De facto job requirements and overeducated candidates
By Brian Kreissl
Last week I discussed whether additional education is necessarily the best or only option for furthering one’s career. The more education someone has, the greater the returns will be diminished by completing yet another degree.
On the other hand, there are many professions or vocations where certain academic credentials are actual or de facto job requirements. If 90 per cent of people in a certain position or function have a specific academic credential and you’re interested in moving into that field, it is probably a good idea to at least consider completing that qualification.
For example, in spite of the fact many people are starting to question the value of an MBA degree, it can be a de facto job requirement in certain jobs and organizations within industries such as consulting and investment banking. While you could probably do some of those jobs without an MBA, it might be difficult to land a job if you don’t have it.
Nevertheless, I’m a firm believer in substitution, alternate credentials and acquiring skills and competencies other than through formal academic qualifications. For example, if a job posting for an HR executive position asks for an MBA, is someone with an undergraduate degree in business, a master’s degree in human resources and an HR professional designation really missing anything an MBA has?

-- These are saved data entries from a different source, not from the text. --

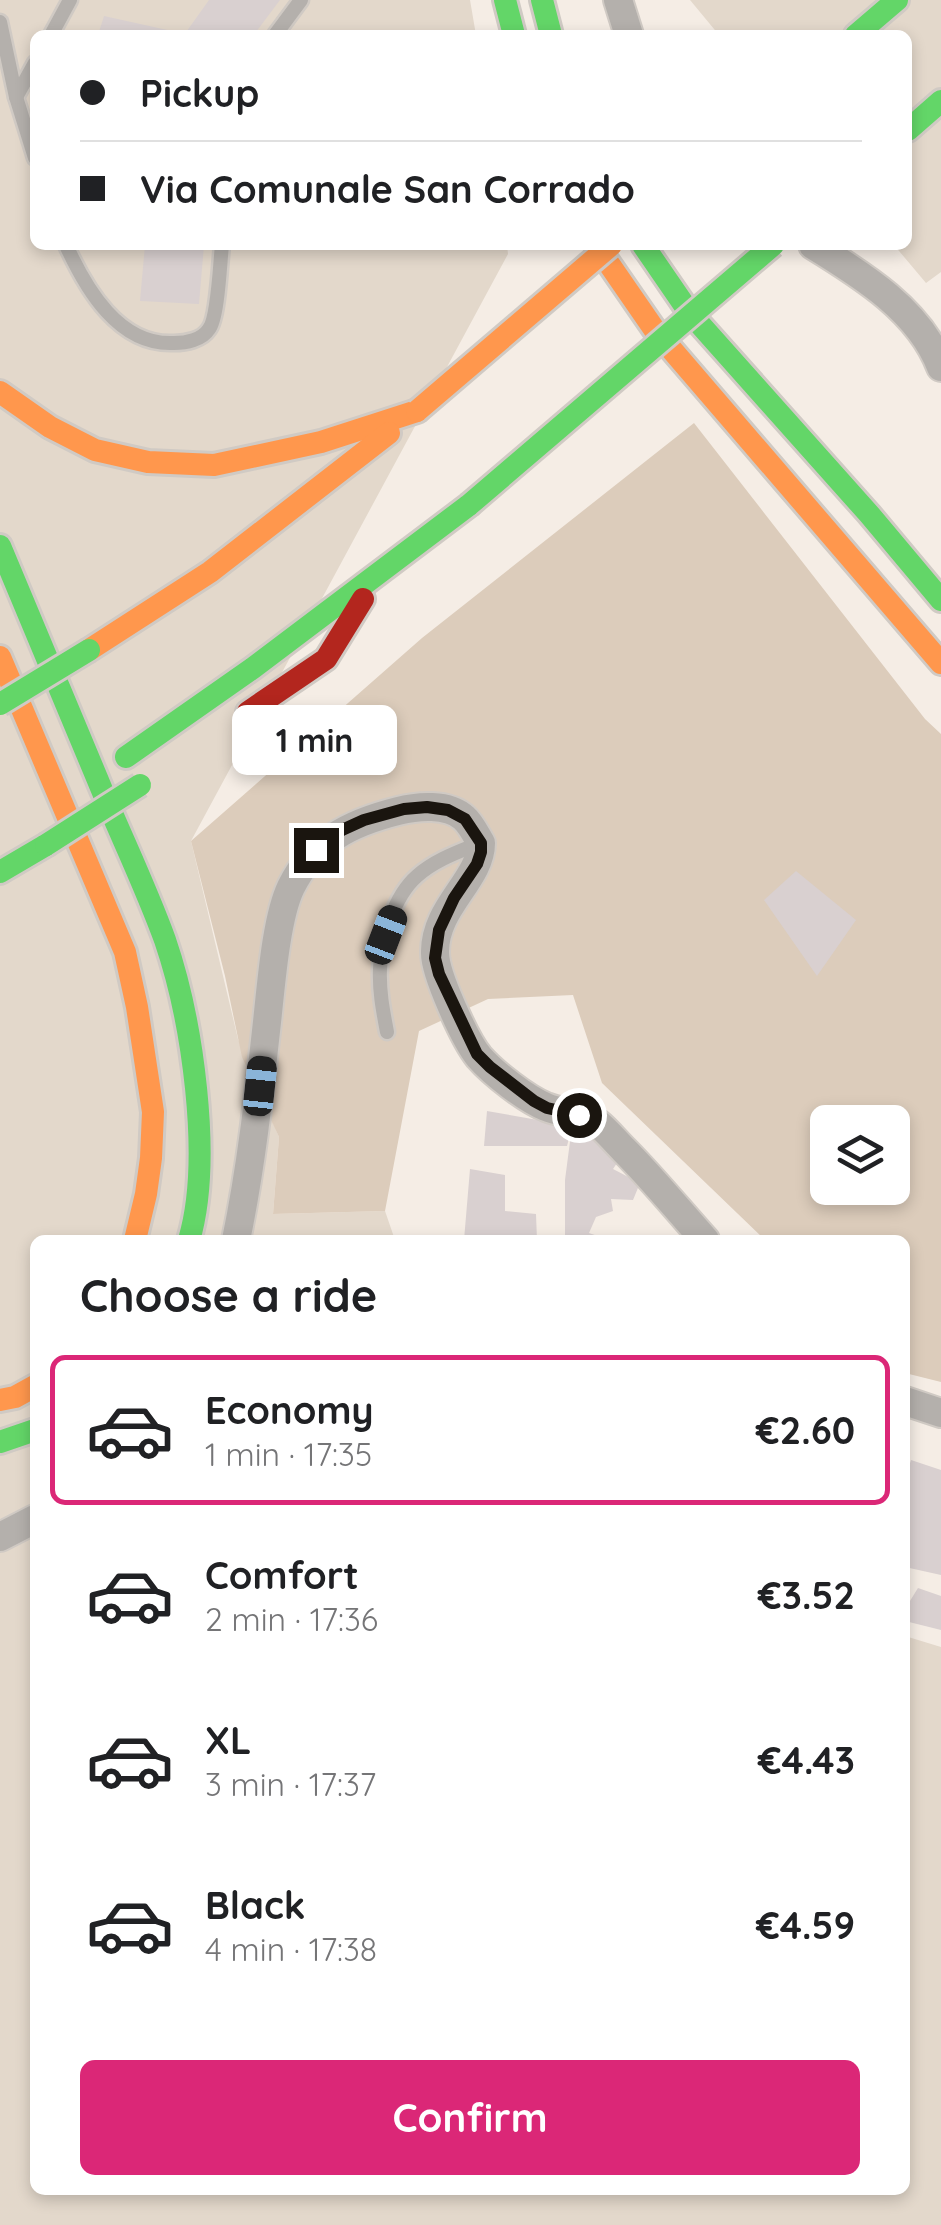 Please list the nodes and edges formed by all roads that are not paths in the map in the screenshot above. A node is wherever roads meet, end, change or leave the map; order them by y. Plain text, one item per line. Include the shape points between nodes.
1 (70, 0) edge
2 (301, 0) edge
3 (504, 0) edge
4 (542, 0) edge
5 (618, 0) edge
6 (897, 0) edge
7 (0, 22) edge
8 (53, 30) edge
9 (280, 30) edge
10 (513, 30) edge
11 (550, 30) edge
12 (627, 30) edge
13 (862, 30) edge
14 (30, 72) edge
15 (16, 97) junction
16 (941, 102) edge
17 (912, 127) edge
18 (30, 142) edge
19 (68, 250) edge
20 (221, 250) edge
21 (599, 250) edge
22 (605, 250) edge
23 (646, 250) edge
24 (767, 250) edge
25 (821, 250) edge
26 (941, 367) edge
27 (0, 392) edge
28 (417, 411) junction
29 (0, 546) edge
30 (378, 574) junction
31 (941, 600) edge
32 (0, 658) edge
33 (941, 664) edge
34 (0, 704) edge
35 (233, 722) dead end
36 (148, 779) dead end
37 (39, 812) dead end
38 (481, 843) junction
39 (0, 872) edge
40 (388, 1032) dead end
41 (136, 1235) edge
42 (190, 1235) edge
43 (237, 1235) edge
44 (701, 1235) edge
45 (30, 1389) edge
46 (0, 1400) edge
47 (910, 1403) edge
48 (941, 1413) edge
49 (30, 1432) edge
50 (0, 1442) edge
51 (30, 1522) edge
52 (0, 1537) edge

1 - 8 lane
2 - 9 lane
3 - 10 highway
4 - 11 highway
5 - 12 street
6 - 13 highway
7 - 15 lane
14 - 15 lane
15 - 18 lane
16 - 17 highway
19 - 20 lane via 106,312 146,340 164,344 198,339 210,329
21 - 33 highway via 654,329
22 - 28 highway, bridge
23 - 31 highway via 689,312
24 - 30 highway, bridge via 469,505
25 - 26 street via 902,310
27 - 28 highway via 95,450 148,462 214,465 321,442
28 - 34 highway, bridge via 210,572
29 - 42 highway via 164,942 182,1004 199,1104 200,1201
30 - 35 highway via 326,659
30 - 37 highway via 253,668
32 - 41 highway via 125,952 153,1112
36 - 39 highway, bridge
38 - 40 lane via 414,878 395,910 380,966
38 - 43 street via 459,814 404,809 342,830 316,850 295,880 282,916
38 - 44 street via 477,864 439,930 435,958 477,1054 534,1101 596,1122
45 - 46 highway
47 - 48 street
49 - 50 highway
51 - 52 street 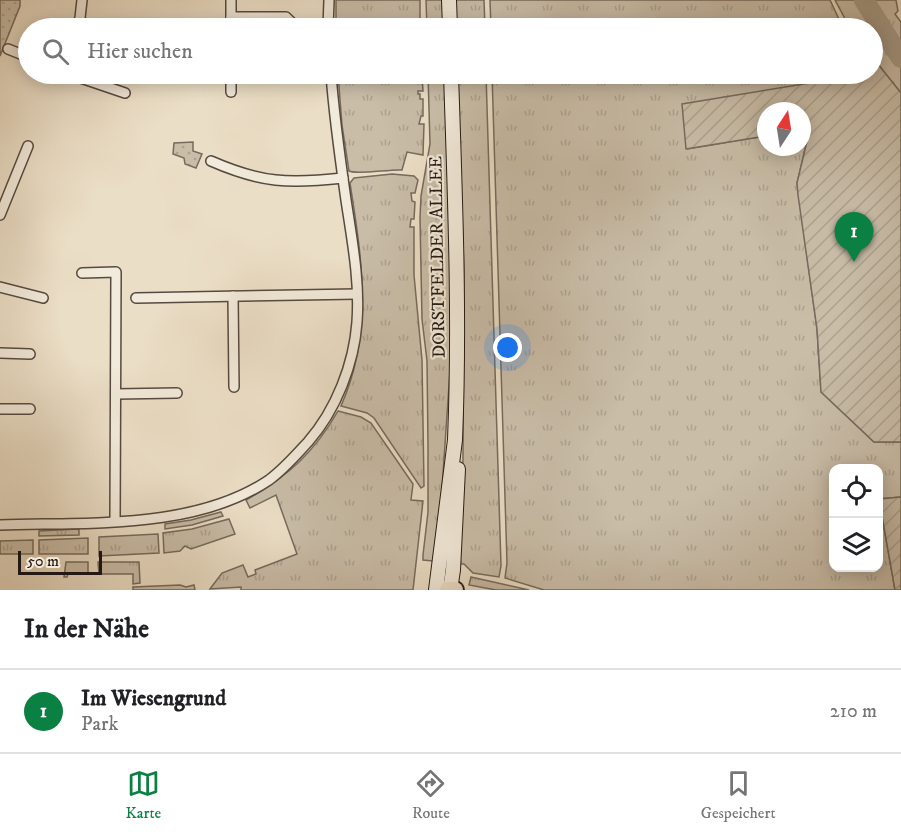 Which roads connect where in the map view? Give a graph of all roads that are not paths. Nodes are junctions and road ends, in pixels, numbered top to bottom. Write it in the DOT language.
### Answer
graph roads {
  1 [pos="82,0"];
  2 [pos="231,0"];
  3 [pos="329,0"];
  4 [pos="449,0"];
  5 [pos="231,17"];
  6 [pos="80,18"];
  7 [pos="287,18"];
  8 [pos="328,18"];
  9 [pos="450,18"];
  10 [pos="8,49"];
  11 [pos="18,53"];
  12 [pos="98,84"];
  13 [pos="231,84"];
  14 [pos="333,84"];
  15 [pos="452,84"];
  16 [pos="231,92"];
  17 [pos="125,93"];
  18 [pos="28,146"];
  19 [pos="211,161"];
  20 [pos="343,178"];
  21 [pos="0,215"];
  22 [pos="82,273"];
  23 [pos="0,287"];
  24 [pos="357,294"];
  25 [pos="233,296"];
  26 [pos="136,297"];
  27 [pos="43,298"];
  28 [pos="0,353"];
  29 [pos="30,354"];
  30 [pos="234,387"];
  31 [pos="177,393"];
  32 [pos="116,394"];
  33 [pos="0,409"];
  34 [pos="30,409"];
  35 [pos="455,440"];
  36 [pos="115,521"];
  37 [pos="0,525"];
  38 [pos="435,590"];
  39 [pos="449,590"];
  40 [pos="455,590"];
  1 -- 6 [label="street"];
  2 -- 5 [label="street"];
  3 -- 8 [label="street"];
  4 -- 9 [label="main road"];
  5 -- 7 [label="street"];
  10 -- 11 [label="street"];
  12 -- 17 [label="street"];
  13 -- 16 [label="street"];
  14 -- 20 [label="street"];
  15 -- 35 [label="main road, DORSTFELDER ALLEE"];
  18 -- 21 [label="street"];
  19 -- 20 [label="street"];
  20 -- 24 [label="street"];
  22 -- 32 [label="street"];
  23 -- 27 [label="street"];
  24 -- 25 [label="street"];
  24 -- 36 [label="street"];
  25 -- 26 [label="street"];
  25 -- 30 [label="street"];
  28 -- 29 [label="street"];
  31 -- 32 [label="street"];
  32 -- 36 [label="street"];
  33 -- 34 [label="street"];
  35 -- 38 [label="main road, DORSTFELDER ALLEE"];
  35 -- 39 [label="main road, DORSTFELDER ALLEE"];
  36 -- 37 [label="street"];
  39 -- 40 [label="highway"];
}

Despite the educational arms race among candidates and employers these days, I also believe people’s current level of education has at least some relevance even if the subject matter of that education isn’t all that relevant. For example, I already have a master’s degree, so that would hopefully count for something where a job posting indicates a master’s is preferred.
Despite the powerful signaling function of education in terms of the major or concentration, sometimes attaining a certain level of education simply meets a box-ticking requirement or preference. On the other hand, candidates may then be required to show how they have obtained the necessary skills and knowledge through other means.
All of this is a roundabout way of saying you may not really need that second or third degree after all. Employers should keep this in mind and understand that being more flexible will have a positive impact on diversity and the size, breadth and depth of the candidate pool.
Rejecting candidates with too much education
I’ve written in the past about the perils of rejecting overqualified candidates out of hand. Doing so can be discriminatory and ends up screening out people who would be a great fit. So-called overqualified candidates can be great hires as long as they aren’t a major flight risk and wouldn’t be bored out of their skulls.
But what about someone who has too much education for a job? Should she be rejected?
Recent grads often encounter this problem and can have a difficult time getting hired. People often wrongly assume fancy educational credentials automatically qualify candidates for more senior-level jobs even in the absence of experience.
I personally experienced this when people thought I was overqualified for certain jobs because of my education. Yet no one would hire me for the jobs people thought I was qualified for because I lacked the experience.
While education sometimes allows people to move up the ladder faster or can allow graduates to skip the most junior entry-level positions, they still need to start near the bottom and pay their dues for a while. It isn’t like the old days when university grads were automatically fast-tracked through management training programs.
University graduates in non-graduate jobs
On the other hand, credentialism is definitely a factor, and employers are asking for advanced education to do jobs previously held by high school graduates. This is a problem in many ways – particularly for those lacking postsecondary education – but many jobs have become more complex in recent years, which often requires more education.
I remember interviewing for a retail job once when the hiring manager was basically rejecting me by telling me I’d make a great lawyer. Yet I wasn’t qualified as a lawyer and I needed a job at the time, not several years in the future.
There’s no shame in honest work, even where people are in jobs considered “beneath” them due to their education. I also think educated people can sometimes appreciate the bigger picture for the organization and industry even in a relatively simple job.